## Task brief
No pictures should appear. The lines from the beginning of the listing through the one holding "ring mcp: (309, 283)" must be reproduced exactly, and nothing more.

··· Data to process

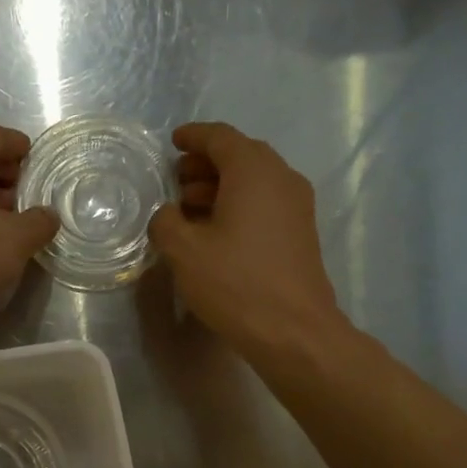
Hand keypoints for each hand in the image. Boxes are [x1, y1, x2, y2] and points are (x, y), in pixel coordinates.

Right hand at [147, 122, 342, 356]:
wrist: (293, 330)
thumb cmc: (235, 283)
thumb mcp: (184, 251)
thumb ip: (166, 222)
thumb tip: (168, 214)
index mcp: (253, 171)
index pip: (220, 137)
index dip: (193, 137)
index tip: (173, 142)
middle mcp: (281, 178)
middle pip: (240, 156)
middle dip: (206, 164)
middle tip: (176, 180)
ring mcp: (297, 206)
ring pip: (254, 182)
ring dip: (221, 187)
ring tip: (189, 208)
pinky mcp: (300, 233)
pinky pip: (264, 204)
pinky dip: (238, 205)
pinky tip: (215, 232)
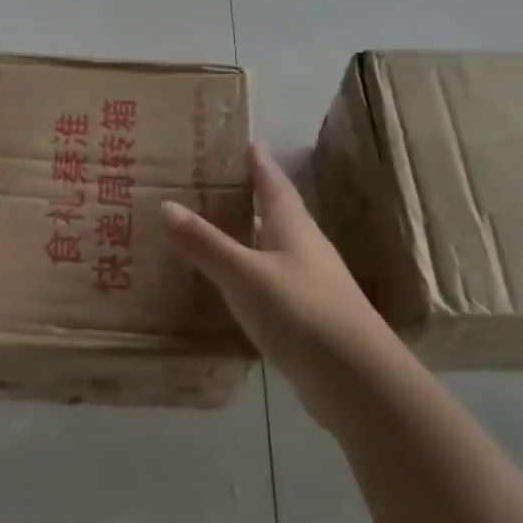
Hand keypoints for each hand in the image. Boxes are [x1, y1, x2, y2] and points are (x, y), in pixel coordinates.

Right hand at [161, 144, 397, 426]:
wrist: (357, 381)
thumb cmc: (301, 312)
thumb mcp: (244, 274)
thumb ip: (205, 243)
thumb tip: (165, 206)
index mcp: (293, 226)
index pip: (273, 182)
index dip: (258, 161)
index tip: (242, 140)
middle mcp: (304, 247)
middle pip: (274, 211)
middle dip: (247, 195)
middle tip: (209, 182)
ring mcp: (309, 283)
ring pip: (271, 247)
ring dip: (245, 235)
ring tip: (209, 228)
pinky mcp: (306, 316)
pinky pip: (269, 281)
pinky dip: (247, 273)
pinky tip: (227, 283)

······

## Solution for this task
Hand keypoints for each hand in the image. Boxes are [x1, y1, x2, y2] and points are (x, y), in pixel coordinates.

Right hand at [147, 122, 342, 356]:
wrist: (293, 330)
thumb cmc: (235, 283)
thumb mcp: (184, 251)
thumb ip: (166, 222)
thumb tip: (168, 214)
index mcp: (253, 171)
index pip: (220, 137)
index dip: (193, 137)
index tip: (173, 142)
middle mcp: (281, 178)
middle pip: (240, 156)
middle dip: (206, 164)
middle tip: (176, 180)
ring mcp: (297, 206)
ring pip: (254, 182)
ring dip: (221, 187)
ring tip: (189, 208)
pinky mcp: (300, 233)
pinky pip: (264, 204)
pinky dip: (238, 205)
pinky tip: (215, 232)
Hand keypoints for each hand in the image. Boxes are [x1, y1, x2, y2] and points are (x, y), in pixel coordinates.

Right hand at [161, 144, 397, 426]:
wrist: (357, 381)
thumb cmc: (301, 312)
thumb mcp: (244, 274)
thumb ip: (205, 243)
thumb tip: (165, 206)
index mcp: (293, 226)
index pip: (273, 182)
index dip: (258, 161)
index tip: (242, 140)
middle mcp: (304, 247)
middle pip: (274, 211)
middle dip: (247, 195)
middle tip: (209, 182)
ring mcp: (309, 283)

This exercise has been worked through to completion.